Cellular communications company Siyata Mobile (Siyata Mobile Stock Quote, Chart TSXV:SIM) could have a nice runway ahead of it, says Robert McWhirter of Selective Asset Management, who sees opportunity for Siyata in the transition to 5G technology.
“The company’s specialty is push-to-talk radio communications, typically used for delivery vehicles. They also have a very large presence in the kind of emergency services which are working on a network to try and get an ambulance to talk to a fire truck, to talk to the police,” said McWhirter, president and portfolio manager at Selective, to BNN Bloomberg Monday.
“Overall, they now have approvals from a lot of the US carriers, which is a significant piece that they have been working on for the longest while,” he says.
Montreal-based Siyata announced its 2018 year end on Monday with the conference call scheduled for Tuesday morning. For the year, the company generated revenue of $14.2 million, which was a 19.9-per-cent slip from 2017’s top line, and reported a net operating loss of $8.125 million, with one-time expenses totalling $3.55 million, including a write-off of $2.45 million related to its 3G technology and $1.1 million in sale and marketing related to the launch of its UV350 product.

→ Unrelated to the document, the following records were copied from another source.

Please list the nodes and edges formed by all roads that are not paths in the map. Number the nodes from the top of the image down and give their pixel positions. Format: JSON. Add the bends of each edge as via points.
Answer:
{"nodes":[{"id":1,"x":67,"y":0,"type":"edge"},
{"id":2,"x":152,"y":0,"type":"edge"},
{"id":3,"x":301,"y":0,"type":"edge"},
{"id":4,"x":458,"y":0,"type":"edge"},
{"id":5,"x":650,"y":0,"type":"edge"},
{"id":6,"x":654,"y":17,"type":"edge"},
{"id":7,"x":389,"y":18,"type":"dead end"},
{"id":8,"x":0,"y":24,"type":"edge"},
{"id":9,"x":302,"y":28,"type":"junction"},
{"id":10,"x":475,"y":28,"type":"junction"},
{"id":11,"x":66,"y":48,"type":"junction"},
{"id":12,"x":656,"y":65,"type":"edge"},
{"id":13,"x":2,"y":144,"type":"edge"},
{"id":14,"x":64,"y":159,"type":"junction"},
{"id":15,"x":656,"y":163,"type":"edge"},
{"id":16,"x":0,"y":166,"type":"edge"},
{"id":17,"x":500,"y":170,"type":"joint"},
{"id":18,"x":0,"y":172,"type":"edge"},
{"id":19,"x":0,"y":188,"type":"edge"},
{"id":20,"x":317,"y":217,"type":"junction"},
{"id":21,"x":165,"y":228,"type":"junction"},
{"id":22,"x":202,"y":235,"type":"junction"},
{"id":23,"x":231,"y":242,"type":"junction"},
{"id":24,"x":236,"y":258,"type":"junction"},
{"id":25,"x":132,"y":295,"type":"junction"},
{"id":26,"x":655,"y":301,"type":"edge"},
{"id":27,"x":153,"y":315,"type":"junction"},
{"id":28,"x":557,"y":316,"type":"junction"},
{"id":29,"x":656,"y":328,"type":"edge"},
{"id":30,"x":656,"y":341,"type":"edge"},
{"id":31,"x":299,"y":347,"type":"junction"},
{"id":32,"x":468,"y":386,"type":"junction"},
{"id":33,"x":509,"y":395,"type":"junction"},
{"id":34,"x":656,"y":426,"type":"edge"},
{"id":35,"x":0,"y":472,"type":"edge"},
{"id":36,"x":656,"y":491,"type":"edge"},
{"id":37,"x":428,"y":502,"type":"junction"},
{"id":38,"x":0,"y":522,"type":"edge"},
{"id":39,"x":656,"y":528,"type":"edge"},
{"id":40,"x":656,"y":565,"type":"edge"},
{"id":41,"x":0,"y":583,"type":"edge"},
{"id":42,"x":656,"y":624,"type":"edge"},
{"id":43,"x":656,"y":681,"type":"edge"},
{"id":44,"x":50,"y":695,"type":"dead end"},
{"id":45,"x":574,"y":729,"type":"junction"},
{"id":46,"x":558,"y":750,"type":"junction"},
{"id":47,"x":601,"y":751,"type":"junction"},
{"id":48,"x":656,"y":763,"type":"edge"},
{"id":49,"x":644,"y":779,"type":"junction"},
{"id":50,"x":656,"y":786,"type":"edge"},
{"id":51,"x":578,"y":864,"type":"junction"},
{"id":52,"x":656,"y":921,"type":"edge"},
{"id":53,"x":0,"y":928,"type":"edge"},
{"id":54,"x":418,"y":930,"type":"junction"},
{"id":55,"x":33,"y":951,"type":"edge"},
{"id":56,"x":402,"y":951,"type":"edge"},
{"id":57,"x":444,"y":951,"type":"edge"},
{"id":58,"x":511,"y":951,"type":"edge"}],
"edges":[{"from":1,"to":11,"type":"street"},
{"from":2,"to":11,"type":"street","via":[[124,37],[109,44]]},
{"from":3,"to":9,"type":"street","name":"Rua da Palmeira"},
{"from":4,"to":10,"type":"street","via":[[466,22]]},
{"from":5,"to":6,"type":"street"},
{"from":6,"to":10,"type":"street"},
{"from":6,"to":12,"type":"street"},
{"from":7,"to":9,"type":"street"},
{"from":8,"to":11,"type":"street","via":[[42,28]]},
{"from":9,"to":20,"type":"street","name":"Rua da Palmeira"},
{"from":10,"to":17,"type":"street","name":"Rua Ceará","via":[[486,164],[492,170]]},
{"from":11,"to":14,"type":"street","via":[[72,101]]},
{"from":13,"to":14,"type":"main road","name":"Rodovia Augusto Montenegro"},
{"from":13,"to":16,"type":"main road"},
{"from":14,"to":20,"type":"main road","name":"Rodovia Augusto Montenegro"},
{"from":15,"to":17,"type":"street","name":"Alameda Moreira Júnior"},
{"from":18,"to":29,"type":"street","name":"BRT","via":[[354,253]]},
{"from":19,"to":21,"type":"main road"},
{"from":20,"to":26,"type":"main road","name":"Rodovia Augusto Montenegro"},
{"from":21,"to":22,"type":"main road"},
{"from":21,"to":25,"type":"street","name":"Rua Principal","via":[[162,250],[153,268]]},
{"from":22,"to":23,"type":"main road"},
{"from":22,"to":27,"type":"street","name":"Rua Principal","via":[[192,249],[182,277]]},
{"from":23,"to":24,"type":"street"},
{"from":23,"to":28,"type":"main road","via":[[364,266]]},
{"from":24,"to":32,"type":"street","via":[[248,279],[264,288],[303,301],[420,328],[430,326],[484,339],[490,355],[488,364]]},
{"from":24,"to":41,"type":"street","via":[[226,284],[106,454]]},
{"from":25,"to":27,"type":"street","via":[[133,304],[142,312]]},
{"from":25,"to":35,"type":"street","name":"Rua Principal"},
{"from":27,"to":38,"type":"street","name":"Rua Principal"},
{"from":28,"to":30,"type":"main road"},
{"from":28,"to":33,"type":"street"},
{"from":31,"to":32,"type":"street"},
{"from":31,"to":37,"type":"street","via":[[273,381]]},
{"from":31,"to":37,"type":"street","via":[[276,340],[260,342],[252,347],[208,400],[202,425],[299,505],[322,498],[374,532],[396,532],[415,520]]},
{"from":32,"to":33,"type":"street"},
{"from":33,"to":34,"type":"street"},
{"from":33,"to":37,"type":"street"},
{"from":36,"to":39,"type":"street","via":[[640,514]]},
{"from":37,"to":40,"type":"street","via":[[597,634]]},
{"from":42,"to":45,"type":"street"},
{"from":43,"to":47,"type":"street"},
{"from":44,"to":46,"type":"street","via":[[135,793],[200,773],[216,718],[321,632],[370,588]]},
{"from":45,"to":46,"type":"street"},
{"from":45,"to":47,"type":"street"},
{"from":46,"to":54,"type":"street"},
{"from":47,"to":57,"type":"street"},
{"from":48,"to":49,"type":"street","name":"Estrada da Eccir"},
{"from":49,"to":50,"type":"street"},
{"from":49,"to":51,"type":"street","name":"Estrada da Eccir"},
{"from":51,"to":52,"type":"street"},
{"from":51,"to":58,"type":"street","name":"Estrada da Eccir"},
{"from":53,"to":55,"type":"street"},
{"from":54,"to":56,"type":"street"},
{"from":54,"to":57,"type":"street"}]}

Management has said Siyata currently has a backlog of $1 million and a sales funnel of “millions of dollars,” while CEO Marc Seelenfreund acknowledged the company’s slow transition from 3G to 4G tech.
“We recognize that device approval in the US took longer than expected, which has led to a slower transition into our 4G portfolio,” says Seelenfreund in a press release. “However, we are now on the cusp of breaking into an enormous untapped market with two highly motivated US cellular carriers as partners. The UV350 is a one-of-a kind device, that meets the needs of First Responder and commercial fleets and vehicles to consolidate to single purpose hardware, combining voice, PTT, navigation, fleet management, data applications and other valuable analytics.”
McWhirter says the opportunity is there for Siyata to take advantage of.
“They have 4G technology and they’re working towards 5G at the moment. The market seems to be happy enough to end up saying, ‘Okay this is going to be amazing,’” he says. “We think that there’s good opportunity over the next couple of years for the company.”
Siyata hit a high of $0.76 per share back in mid 2017 but fell to $0.33 per share a year later in July of 2018. The stock climbed over the second half of 2018, however, and currently sits up 16 per cent year-to-date at $0.50 per share.
Disclosure: Siyata Mobile is an annual sponsor of Cantech Letter.